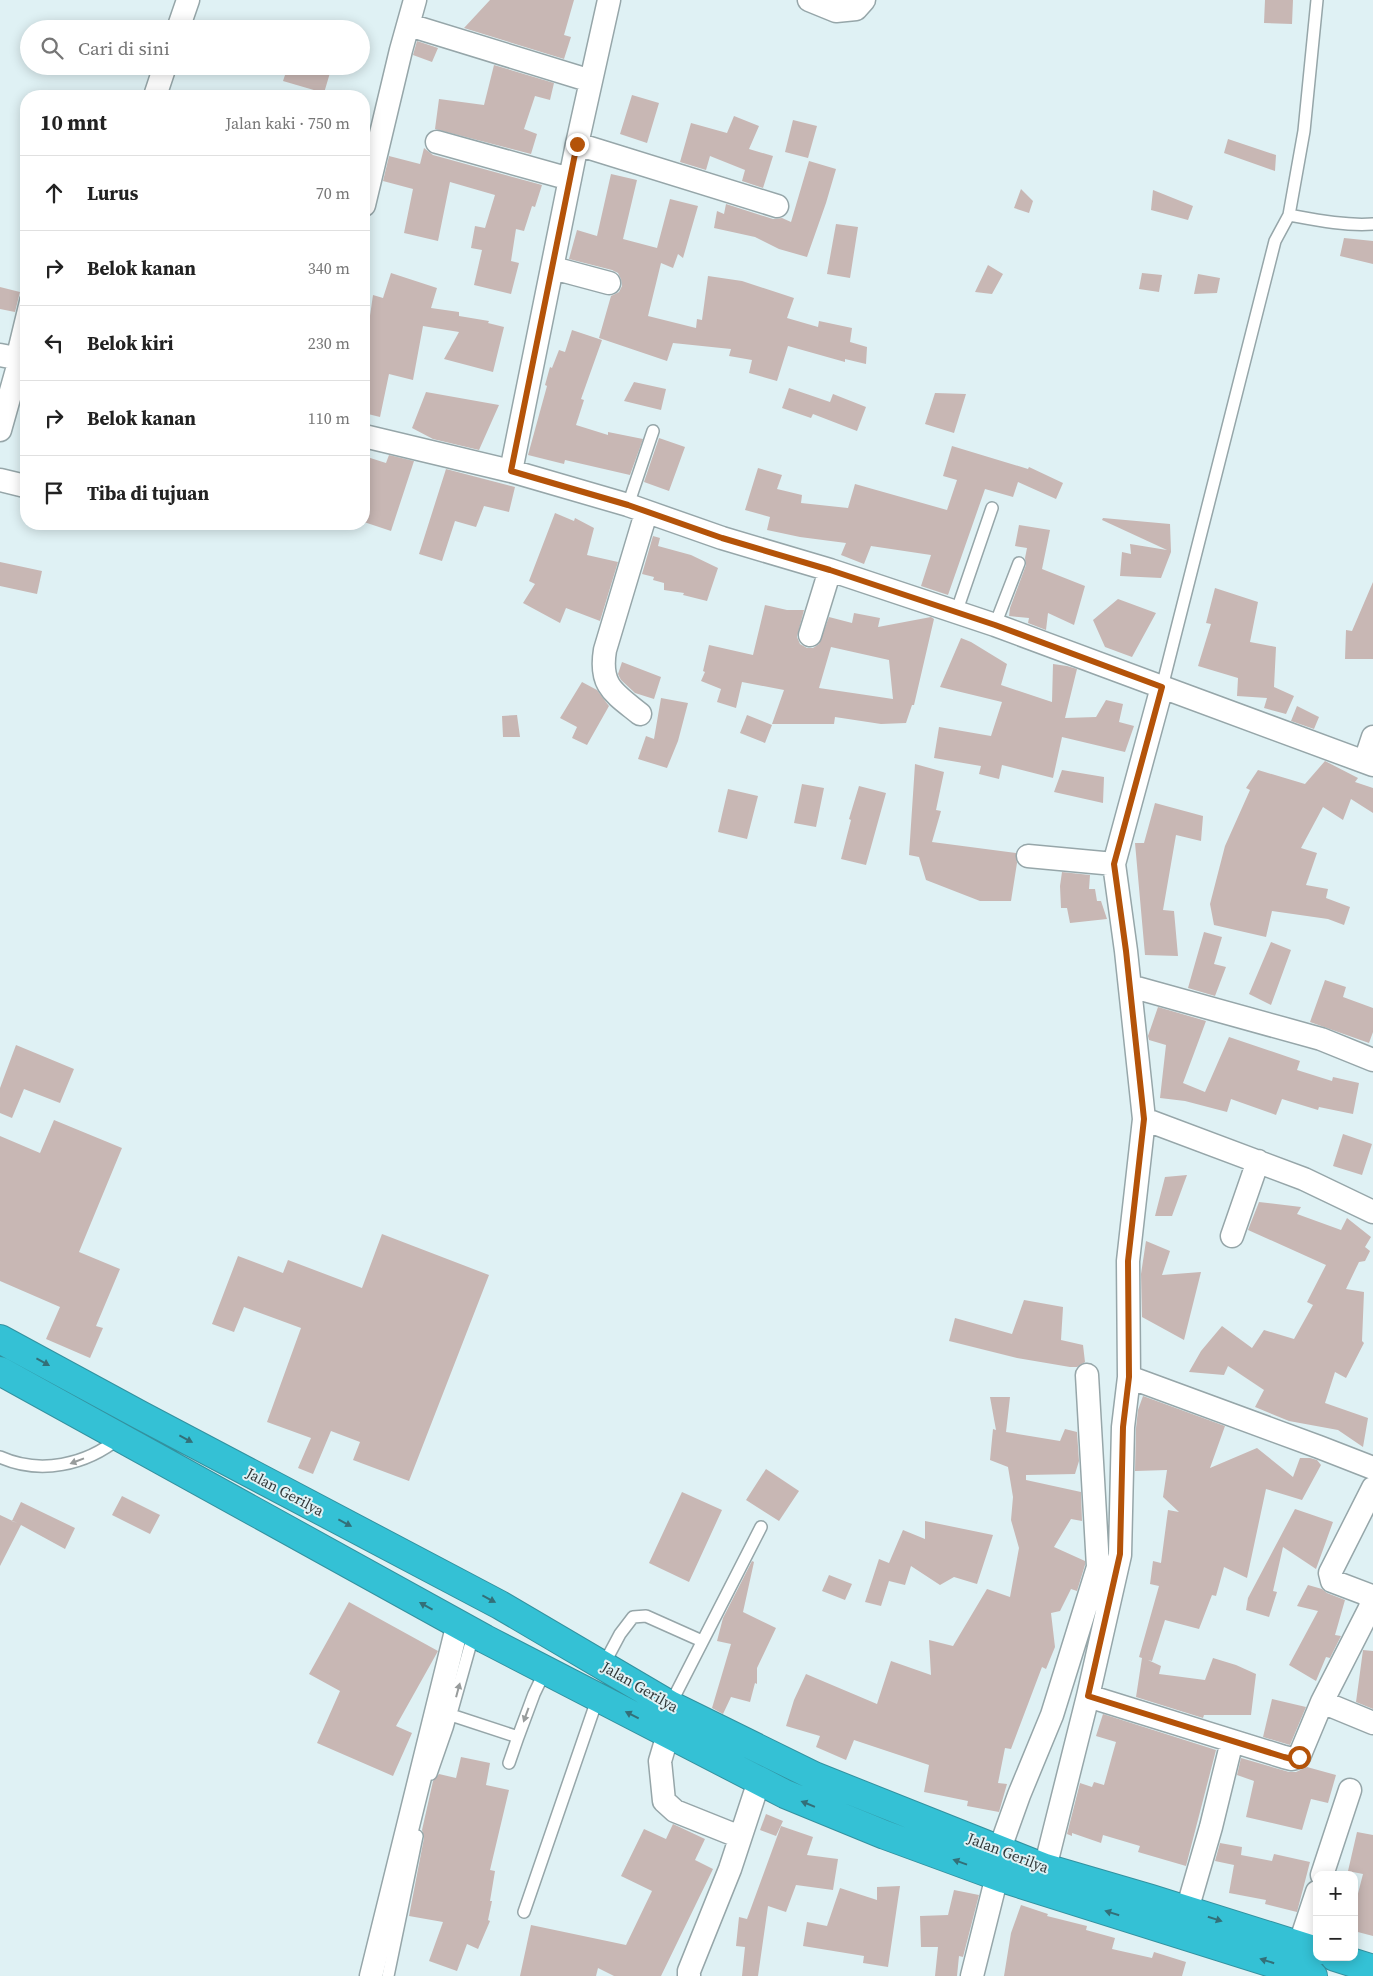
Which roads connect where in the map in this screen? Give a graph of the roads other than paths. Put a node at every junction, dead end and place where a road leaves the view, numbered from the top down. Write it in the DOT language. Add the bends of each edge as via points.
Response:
graph roads {
  1 [pos="188,0"];
  2 [pos="415,0"];
  3 [pos="609,0"];
  4 [pos="809,0"];
  5 [pos="864,0"];
  6 [pos="1317,0"];
  7 [pos="181,20"];
  8 [pos="409,25"];
  9 [pos="162,75"];
  10 [pos="591,81"];
  11 [pos="157,90"];
  12 [pos="437,142"];
  13 [pos="577,144"];
  14 [pos="570,179"];
  15 [pos="370,180"];
  16 [pos="777,206"];
  17 [pos="1289,215"];
  18 [pos="1373,224"];
  19 [pos="553,268"];
  20 [pos="609,283"];
  21 [pos="20,331"];
  22 [pos="15,358"];
  23 [pos="0,430"];
  24 [pos="653,431"];
  25 [pos="370,437"];
  26 [pos="511,471"];
  27 [pos="0,480"];
  28 [pos="20,485"];
  29 [pos="992,508"];
  30 [pos="637,509"];
  31 [pos="1019,563"];
  32 [pos="830,570"];
  33 [pos="956,613"];
  34 [pos="995,625"];
  35 [pos="810,635"];
  36 [pos="1162,687"];
  37 [pos="640,714"];
  38 [pos="1373,737"];
  39 [pos="1369,763"];
  40 [pos="1028,856"];
  41 [pos="1114,864"];
  42 [pos="1130,986"];
  43 [pos="1373,1060"];
  44 [pos="1144,1119"];
  45 [pos="1258,1161"];
  46 [pos="1373,1212"];
  47 [pos="1232,1236"];
  48 [pos="0,1338"];
  49 [pos="0,1371"];
  50 [pos="1087,1374"];
  51 [pos="1129,1377"];
  52 [pos="137,1413"];
  53 [pos="120,1438"];
  54 [pos="0,1457"];
  55 [pos="1373,1468"];
  56 [pos="1373,1488"];
  57 [pos="761,1527"];
  58 [pos="466,1628"];
  59 [pos="702,1641"];
  60 [pos="603,1666"];
  61 [pos="545,1670"];
  62 [pos="1088,1696"];
  63 [pos="598,1697"];
  64 [pos="1322,1702"];
  65 [pos="670,1705"];
  66 [pos="451,1715"];
  67 [pos="1373,1723"];
  68 [pos="668,1734"];
  69 [pos="518,1737"];
  70 [pos="1232,1741"];
  71 [pos="509,1763"];
  72 [pos="759,1781"];
  73 [pos="1350,1790"];
  74 [pos="740,1837"];
  75 [pos="1017,1868"];
  76 [pos="1323,1871"];
  77 [pos="1186,1910"];
  78 [pos="524,1912"];
  79 [pos="1313,1916"];
  80 [pos="1308,1949"];
  81 [pos="1348,1961"];
  82 [pos="1373,1969"];
  83 [pos="371,1976"];
  84 [pos="388,1976"];
  85 [pos="688,1976"];
  86 [pos="972,1976"];
  87 [pos="1313,1976"];
  1 -- 7 [label="street"];
  2 -- 8 [label="street"];
  3 -- 10 [label="street"];
  4 -- 5 [label="street" via="836,11 856,8"];
  6 -- 17 [label="lane" via="1304,131"];
  8 -- 10 [label="street"];
  8 -- 15 [label="street"];
  9 -- 11 [label="street"];
  10 -- 13 [label="street"];
  12 -- 14 [label="street"];
  13 -- 14 [label="street"];
  13 -- 16 [label="street"];
  14 -- 19 [label="street"];
  17 -- 18 [label="lane"];
  17 -- 36 [label="lane" via="1275,241"];
  19 -- 20 [label="street"];
  19 -- 26 [label="street"];
  21 -- 22 [label="lane"];
  22 -- 23 [label="street"];
  24 -- 30 [label="lane"];
  25 -- 26 [label="street"];
  26 -- 30 [label="street"];
  27 -- 28 [label="street"];
  29 -- 33 [label="lane"];
  30 -- 32 [label="street"];
  30 -- 37 [label="street" via="603,666 606,681 614,694"];
  31 -- 34 [label="lane"];
  32 -- 33 [label="street"];
  32 -- 35 [label="street"];
  33 -- 34 [label="street"];
  34 -- 36 [label="street"];
  36 -- 39 [label="street"];
  36 -- 41 [label="street"];
  38 -- 39 [label="street"];
  40 -- 41 [label="street"];
  41 -- 42 [label="street"];
  42 -- 43 [label="street" via="1321,1039"];
  42 -- 44 [label="street"];
  44 -- 45 [label="street"];
  44 -- 51 [label="street" via="1128,1261"];
  45 -- 46 [label="street"];
  45 -- 47 [label="street"];
  48 -- 52 [label="highway, Jalan Gerilya, one-way"];
  49 -- 53 [label="highway, Jalan Gerilya"];
  50 -- 75 [label="street" via="1098,1567 1052,1715 1019,1795"];
  51 -- 55 [label="street"];
  51 -- 62 [label="street" via="1123,1427 1120,1554"];
  52 -- 53 [label="highway"];
  52 -- 60 [label="highway, Jalan Gerilya, one-way" via="500,1605"];
  53 -- 54 [label="lane, one-way" via="105,1450 68,1464 34,1467"];
  58 -- 53 [label="highway, Jalan Gerilya, one-way"];
  56 -- 64 [label="street" via="1330,1573 1332,1581 1369,1595 1370,1608"];
  57 -- 59 [label="lane"];
  58 -- 61 [label="highway, Jalan Gerilya"];
  66 -- 58 [label="lane, one-way"];
  58 -- 83 [label="street"];
  59 -- 60 [label="lane" via="646,1616 634,1617 620,1634"];
  59 -- 65 [label="lane"];
  60 -- 65 [label="highway, Jalan Gerilya"];
  61 -- 63 [label="highway, Jalan Gerilya"];
  61 -- 69 [label="lane, one-way"];
  62 -- 70 [label="street"];
  62 -- 75 [label="street"];
  68 -- 63 [label="highway, Jalan Gerilya, one-way"];
  63 -- 78 [label="lane"];
  64 -- 67 [label="street"];
  64 -- 70 [label="street" via="1299,1757 1292,1759"];
  65 -- 75 [label="highway, Jalan Gerilya" via="814,1776"];
  66 -- 69 [label="lane"];
  66 -- 84 [label="lane" via="429,1784"];
  68 -- 72 [label="highway, Jalan Gerilya"];
  68 -- 74 [label="street" via="660,1762 664,1802 675,1811"];
  69 -- 71 [label="lane"];
  70 -- 77 [label="street"];
  72 -- 74 [label="street"];
  75 -- 72 [label="highway, Jalan Gerilya, one-way" via="885,1835"];
  73 -- 76 [label="street"];
  74 -- 85 [label="street"];
  75 -- 77 [label="highway, Jalan Gerilya"];
  75 -- 86 [label="street"];
  87 -- 75 [label="highway, Jalan Gerilya, one-way"];
  77 -- 80 [label="highway, Jalan Gerilya, one-way"];
  79 -- 80 [label="street"];
  81 -- 82 [label="highway"];
}
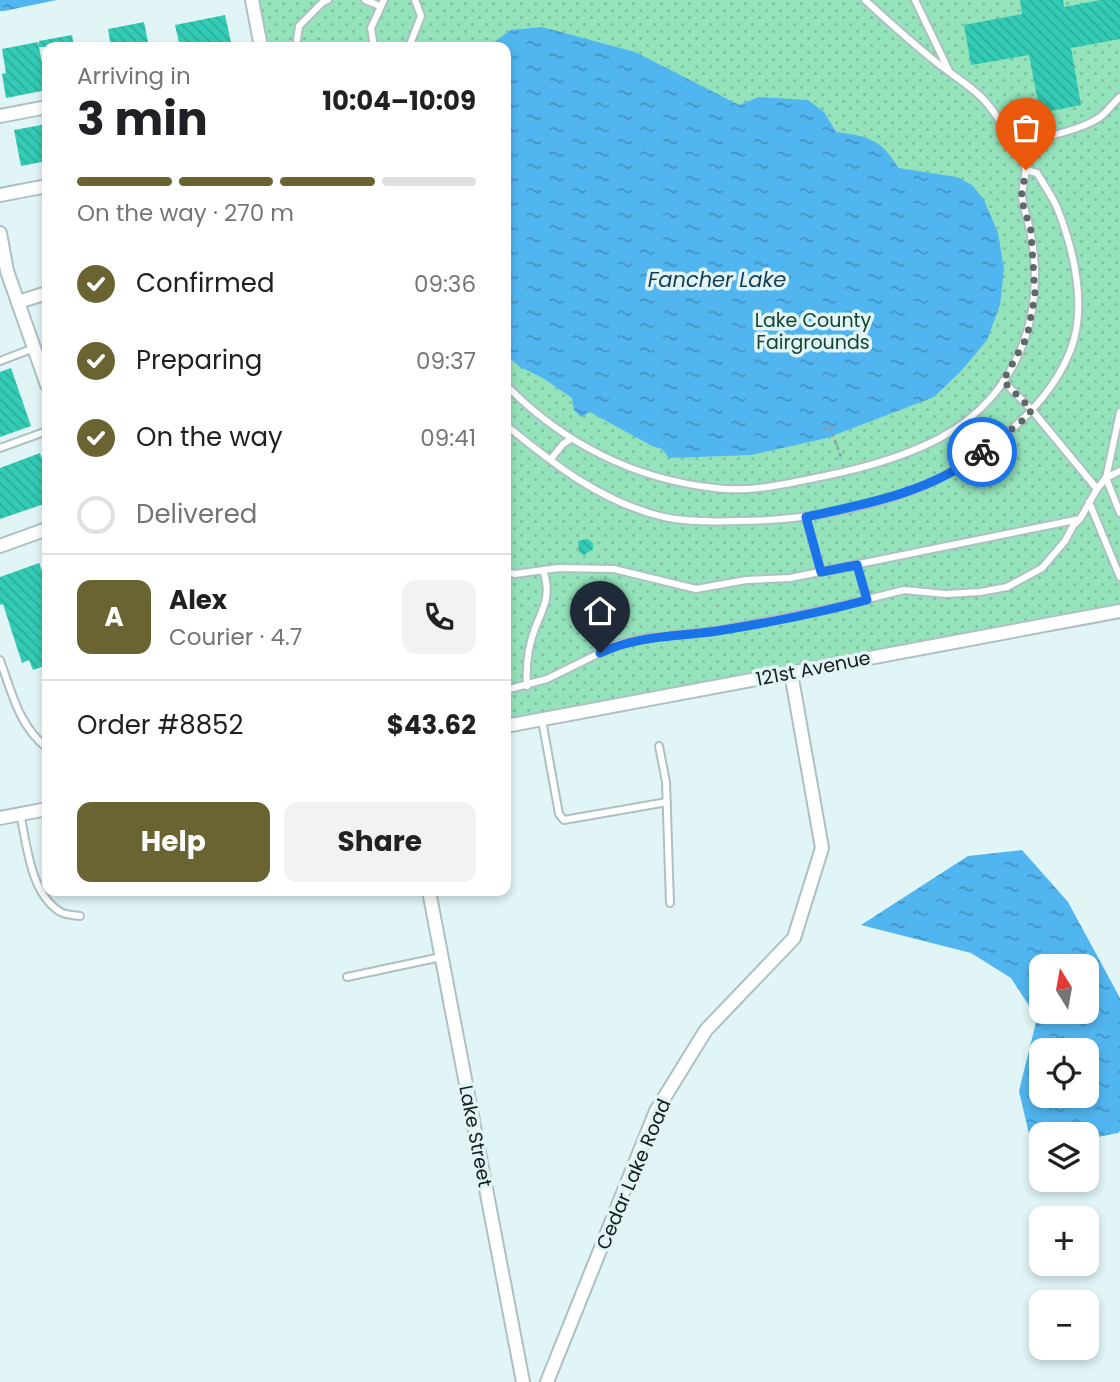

==============================

# What needs to be done
Omitting the images, transcribe every record exactly.

# Solution to this task
Which roads connect where in the map in this screen? Give a graph of the roads other than paths. Put a node at every junction, dead end and place where a road leaves the view, numbered from the top down. Write it in the DOT language. Add the bends of each edge as via points.
Response:
graph roads {
  1 [pos="188,0"];
  2 [pos="415,0"];
  3 [pos="609,0"];
  4 [pos="809,0"];
  5 [pos="864,0"];
  6 [pos="1317,0"];
  7 [pos="181,20"];
  8 [pos="409,25"];
  9 [pos="162,75"];
  10 [pos="591,81"];
  11 [pos="157,90"];
  12 [pos="437,142"];
  13 [pos="577,144"];
  14 [pos="570,179"];
  15 [pos="370,180"];
  16 [pos="777,206"];
  17 [pos="1289,215"];
  18 [pos="1373,224"];
  19 [pos="553,268"];
  20 [pos="609,283"];
  21 [pos="20,331"];
  22 [pos="15,358"];
  23 [pos="0,430"];
  24 [pos="653,431"];
  25 [pos="370,437"];
  26 [pos="511,471"];
  27 [pos="0,480"];
  28 [pos="20,485"];
  29 [pos="992,508"];
  30 [pos="637,509"];
  31 [pos="1019,563"];
  32 [pos="830,570"];
  33 [pos="956,613"];
  34 [pos="995,625"];
  35 [pos="810,635"];
  36 [pos="1162,687"];
  37 [pos="640,714"];
  38 [pos="1373,737"];
  39 [pos="1369,763"];
  40 [pos="1028,856"];
  41 [pos="1114,864"];
  42 [pos="1130,986"];
  43 [pos="1373,1060"];
  44 [pos="1144,1119"];
  45 [pos="1258,1161"];
  46 [pos="1373,1212"];
  47 [pos="1232,1236"];
  48 [pos="0,1338"];
  49 [pos="0,1371"];
  50 [pos="1087,1374"];
  51 [pos="1129,1377"];
  52 [pos="137,1413"];
  53 [pos="120,1438"];
  54 [pos="0,1457"];
  55 [pos="1373,1468"];
  56 [pos="1373,1488"];
  57 [pos="761,1527"];
  58 [pos="466,1628"];
  59 [pos="702,1641"];
  60 [pos="603,1666"];
  61 [pos="545,1670"];
  62 [pos="1088,1696"];
  63 [pos="598,1697"];
  64 [pos="1322,1702"];
  65 [pos="670,1705"];
  66 [pos="451,1715"];
  67 [pos="1373,1723"];
  68 [pos="668,1734"];
  69 [pos="518,1737"];
  70 [pos="1232,1741"];
  71 [pos="509,1763"];
  72 [pos="759,1781"];
  73 [pos="1350,1790"];
  74 [pos="740,1837"];
  75 [pos="1017,1868"];
  76 [pos="1323,1871"];
  77 [pos="1186,1910"];
  78 [pos="524,1912"];
  79 [pos="1313,1916"];
  80 [pos="1308,1949"];
  81 [pos="1348,1961"];
  82 [pos="1373,1969"];
  83 [pos="371,1976"];
  84 [pos="388,1976"];
  85 [pos="688,1976"];
  86 [pos="972,1976"];
  87 [pos="1313,1976"];
  1 -- 7 [label="street"];
  2 -- 8 [label="street"];
  3 -- 10 [label="street"];
  4 -- 5 [label="street" via="836,11 856,8"];
  6 -- 17 [label="lane" via="1304,131"];
  8 -- 10 [label="street"];
  8 -- 15 [label="street"];
  9 -- 11 [label="street"];
  10 -- 13 [label="street"];
  12 -- 14 [label="street"];
  13 -- 14 [label="street"];
  13 -- 16 [label="street"];
  14 -- 19 [label="street"];
  17 -- 18 [label="lane"];
  17 -- 36 [label="lane" via="1275,241"];
  19 -- 20 [label="street"];
  19 -- 26 [label="street"];
  21 -- 22 [label="lane"];
  22 -- 23 [label="street"];
  24 -- 30 [label="lane"];
  25 -- 26 [label="street"];
  26 -- 30 [label="street"];
  27 -- 28 [label="street"];
  29 -- 33 [label="lane"];
  30 -- 32 [label="street"];
  30 -- 37 [label="street" via="603,666 606,681 614,694"];
  31 -- 34 [label="lane"];
  32 -- 33 [label="street"];
  32 -- 35 [label="street"];
  33 -- 34 [label="street"];
  34 -- 36 [label="street"];
  36 -- 39 [label="street"];
  36 -- 41 [label="street"];
  38 -- 39 [label="street"];
  40 -- 41 [label="street"];
  41 -- 42 [label="street"];
  42 -- 43 [label="street" via="1321,1039"];
  42 -- 44 [label="street"];
  44 -- 45 [label="street"];
  44 -- 51 [label="street" via="1128,1261"];
  45 -- 46 [label="street"];
  45 -- 47 [label="street"];
  48 -- 52 [label="highway, Jalan Gerilya, one-way"];
  49 -- 53 [label="highway, Jalan Gerilya"];
  50 -- 75 [label="street" via="1098,1567 1052,1715 1019,1795"];
  51 -- 55 [label="street"];
  51 -- 62 [label="street" via="1123,1427 1120,1554"];
  52 -- 53 [label="highway"];
  52 -- 60 [label="highway, Jalan Gerilya, one-way" via="500,1605"];
  53 -- 54 [label="lane, one-way" via="105,1450 68,1464 34,1467"];
  58 -- 53 [label="highway, Jalan Gerilya, one-way"];
  56 -- 64 [label="street" via="1330,1573 1332,1581 1369,1595 1370,1608"];
  57 -- 59 [label="lane"];
  58 -- 61 [label="highway, Jalan Gerilya"];
  66 -- 58 [label="lane, one-way"];
  58 -- 83 [label="street"];
  59 -- 60 [label="lane" via="646,1616 634,1617 620,1634"];
  59 -- 65 [label="lane"];
  60 -- 65 [label="highway, Jalan Gerilya"];
  61 -- 63 [label="highway, Jalan Gerilya"];
  61 -- 69 [label="lane, one-way"];
  62 -- 70 [label="street"];
  62 -- 75 [label="street"];
  68 -- 63 [label="highway, Jalan Gerilya, one-way"];
  63 -- 78 [label="lane"];
  64 -- 67 [label="street"];
  64 -- 70 [label="street" via="1299,1757 1292,1759"];
  65 -- 75 [label="highway, Jalan Gerilya" via="814,1776"];
  66 -- 69 [label="lane"];
  66 -- 84 [label="lane" via="429,1784"];
  68 -- 72 [label="highway, Jalan Gerilya"];
  68 -- 74 [label="street" via="660,1762 664,1802 675,1811"];
  69 -- 71 [label="lane"];
  70 -- 77 [label="street"];
  72 -- 74 [label="street"];
  75 -- 72 [label="highway, Jalan Gerilya, one-way" via="885,1835"];
  73 -- 76 [label="street"];
  74 -- 85 [label="street"];
  75 -- 77 [label="highway, Jalan Gerilya"];
  75 -- 86 [label="street"];
  87 -- 75 [label="highway, Jalan Gerilya, one-way"];
  77 -- 80 [label="highway, Jalan Gerilya, one-way"];
  79 -- 80 [label="street"];
  81 -- 82 [label="highway"];
}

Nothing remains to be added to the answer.